▶ Assignment:
For this exercise, return all the data exactly as it stands.

Collected data:
..............................

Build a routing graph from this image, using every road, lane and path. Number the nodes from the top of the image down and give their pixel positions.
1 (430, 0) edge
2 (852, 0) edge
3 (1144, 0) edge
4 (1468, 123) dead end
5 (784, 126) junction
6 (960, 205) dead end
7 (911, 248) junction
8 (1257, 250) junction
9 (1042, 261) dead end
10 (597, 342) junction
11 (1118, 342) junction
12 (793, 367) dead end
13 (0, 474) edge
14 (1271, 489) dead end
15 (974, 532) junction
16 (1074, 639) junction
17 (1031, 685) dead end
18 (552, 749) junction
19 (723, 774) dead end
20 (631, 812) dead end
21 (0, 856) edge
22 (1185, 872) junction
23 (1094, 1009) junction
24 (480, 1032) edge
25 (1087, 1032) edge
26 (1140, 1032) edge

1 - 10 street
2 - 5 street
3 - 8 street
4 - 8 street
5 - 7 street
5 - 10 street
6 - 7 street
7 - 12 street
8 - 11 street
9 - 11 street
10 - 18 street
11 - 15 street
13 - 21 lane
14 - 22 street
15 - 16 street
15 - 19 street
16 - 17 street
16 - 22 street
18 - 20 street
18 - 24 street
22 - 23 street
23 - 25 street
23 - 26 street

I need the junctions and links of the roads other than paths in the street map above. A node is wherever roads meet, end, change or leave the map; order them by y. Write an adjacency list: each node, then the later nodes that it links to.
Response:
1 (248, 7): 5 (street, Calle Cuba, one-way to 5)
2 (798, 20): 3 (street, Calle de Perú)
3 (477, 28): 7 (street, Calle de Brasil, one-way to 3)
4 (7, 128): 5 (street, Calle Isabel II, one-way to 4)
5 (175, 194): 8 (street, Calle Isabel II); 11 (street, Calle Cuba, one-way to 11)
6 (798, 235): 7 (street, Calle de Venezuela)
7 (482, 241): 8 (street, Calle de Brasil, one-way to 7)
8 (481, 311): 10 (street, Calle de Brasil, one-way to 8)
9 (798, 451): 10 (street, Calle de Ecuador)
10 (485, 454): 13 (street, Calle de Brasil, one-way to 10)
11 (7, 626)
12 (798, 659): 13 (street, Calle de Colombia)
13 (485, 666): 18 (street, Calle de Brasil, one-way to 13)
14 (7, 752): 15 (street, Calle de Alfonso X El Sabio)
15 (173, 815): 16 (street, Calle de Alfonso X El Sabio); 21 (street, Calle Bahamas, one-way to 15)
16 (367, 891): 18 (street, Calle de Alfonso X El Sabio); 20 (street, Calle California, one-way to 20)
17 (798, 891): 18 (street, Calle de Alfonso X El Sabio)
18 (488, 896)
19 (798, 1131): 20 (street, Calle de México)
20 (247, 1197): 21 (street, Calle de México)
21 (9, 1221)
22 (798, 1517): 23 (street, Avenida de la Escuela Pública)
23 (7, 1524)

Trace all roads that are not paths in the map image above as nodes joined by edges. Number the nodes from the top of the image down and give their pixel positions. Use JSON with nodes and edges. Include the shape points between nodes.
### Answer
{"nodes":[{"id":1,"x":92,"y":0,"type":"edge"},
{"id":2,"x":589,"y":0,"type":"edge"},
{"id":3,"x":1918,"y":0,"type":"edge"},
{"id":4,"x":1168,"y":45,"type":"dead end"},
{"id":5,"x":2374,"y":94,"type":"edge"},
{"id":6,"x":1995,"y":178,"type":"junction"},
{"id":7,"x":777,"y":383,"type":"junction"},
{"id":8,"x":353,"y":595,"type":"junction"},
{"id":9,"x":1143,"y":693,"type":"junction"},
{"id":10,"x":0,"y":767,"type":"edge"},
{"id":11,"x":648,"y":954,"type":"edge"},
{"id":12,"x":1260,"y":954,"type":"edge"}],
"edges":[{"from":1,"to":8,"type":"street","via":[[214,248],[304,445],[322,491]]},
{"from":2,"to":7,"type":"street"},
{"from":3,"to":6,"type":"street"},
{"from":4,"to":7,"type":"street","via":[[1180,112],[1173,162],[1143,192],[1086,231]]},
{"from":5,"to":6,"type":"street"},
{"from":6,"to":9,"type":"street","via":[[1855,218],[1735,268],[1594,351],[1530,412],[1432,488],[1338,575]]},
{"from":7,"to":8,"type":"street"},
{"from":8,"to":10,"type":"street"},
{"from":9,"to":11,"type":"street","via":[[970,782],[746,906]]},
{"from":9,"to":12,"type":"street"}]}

..............................

▶ Result:
Build a routing graph from this image, using every road, lane and path. Number the nodes from the top of the image down and give their pixel positions.
1 (430, 0) edge
2 (852, 0) edge
3 (1144, 0) edge
4 (1468, 123) dead end
5 (784, 126) junction
6 (960, 205) dead end
7 (911, 248) junction
8 (1257, 250) junction
9 (1042, 261) dead end
10 (597, 342) junction
11 (1118, 342) junction
12 (793, 367) dead end
13 (0, 474) edge
14 (1271, 489) dead end
15 (974, 532) junction
16 (1074, 639) junction
17 (1031, 685) dead end
18 (552, 749) junction
19 (723, 774) dead end
20 (631, 812) dead end
21 (0, 856) edge
22 (1185, 872) junction
23 (1094, 1009) junction
24 (480, 1032) edge
25 (1087, 1032) edge
26 (1140, 1032) edge

1 - 10 street
2 - 5 street
3 - 8 street
4 - 8 street
5 - 7 street
5 - 10 street
6 - 7 street
7 - 12 street
8 - 11 street
9 - 11 street
10 - 18 street
11 - 15 street
13 - 21 lane
14 - 22 street
15 - 16 street
15 - 19 street
16 - 17 street
16 - 22 street
18 - 20 street
18 - 24 street
22 - 23 street
23 - 25 street
23 - 26 street

I need the junctions and links of the roads other than paths in the street map above. A node is wherever roads meet, end, change or leave the map; order them by y. Write an adjacency list: each node, then the later nodes that it links to.
Response:
1 (248, 7): 5 (street, Calle Cuba, one-way to 5)
2 (798, 20): 3 (street, Calle de Perú)
3 (477, 28): 7 (street, Calle de Brasil, one-way to 3)
4 (7, 128): 5 (street, Calle Isabel II, one-way to 4)
5 (175, 194): 8 (street, Calle Isabel II); 11 (street, Calle Cuba, one-way to 11)
6 (798, 235): 7 (street, Calle de Venezuela)
7 (482, 241): 8 (street, Calle de Brasil, one-way to 7)
8 (481, 311): 10 (street, Calle de Brasil, one-way to 8)
9 (798, 451): 10 (street, Calle de Ecuador)
10 (485, 454): 13 (street, Calle de Brasil, one-way to 10)
11 (7, 626)
12 (798, 659): 13 (street, Calle de Colombia)
13 (485, 666): 18 (street, Calle de Brasil, one-way to 13)
14 (7, 752): 15 (street, Calle de Alfonso X El Sabio)
15 (173, 815): 16 (street, Calle de Alfonso X El Sabio); 21 (street, Calle Bahamas, one-way to 15)
16 (367, 891): 18 (street, Calle de Alfonso X El Sabio); 20 (street, Calle California, one-way to 20)
17 (798, 891): 18 (street, Calle de Alfonso X El Sabio)
18 (488, 896)
19 (798, 1131): 20 (street, Calle de México)
20 (247, 1197): 21 (street, Calle de México)
21 (9, 1221)
22 (798, 1517): 23 (street, Avenida de la Escuela Pública)
23 (7, 1524)

Trace all roads that are not paths in the map image above as nodes joined by edges. Number the nodes from the top of the image down and give their pixel positions. Use JSON with nodes and edges. Include the shape points between nodes.
### Answer
{"nodes":[{"id":1,"x":92,"y":0,"type":"edge"},
{"id":2,"x":589,"y":0,"type":"edge"},
{"id":3,"x":1918,"y":0,"type":"edge"},
{"id":4,"x":1168,"y":45,"type":"dead end"},
{"id":5,"x":2374,"y":94,"type":"edge"},
{"id":6,"x":1995,"y":178,"type":"junction"},
{"id":7,"x":777,"y":383,"type":"junction"},
{"id":8,"x":353,"y":595,"type":"junction"},
{"id":9,"x":1143,"y":693,"type":"junction"},
{"id":10,"x":0,"y":767,"type":"edge"},
{"id":11,"x":648,"y":954,"type":"edge"},
{"id":12,"x":1260,"y":954,"type":"edge"}],
"edges":[{"from":1,"to":8,"type":"street","via":[[214,248],[304,445],[322,491]]},
{"from":2,"to":7,"type":"street"},
{"from":3,"to":6,"type":"street"},
{"from":4,"to":7,"type":"street","via":[[1180,112],[1173,162],[1143,192],[1086,231]]},
{"from":5,"to":6,"type":"street"},
{"from":6,"to":9,"type":"street","via":[[1855,218],[1735,268],[1594,351],[1530,412],[1432,488],[1338,575]]},
{"from":7,"to":8,"type":"street"},
{"from":8,"to":10,"type":"street"},
{"from":9,"to":11,"type":"street","via":[[970,782],[746,906]]},
{"from":9,"to":12,"type":"street"}]}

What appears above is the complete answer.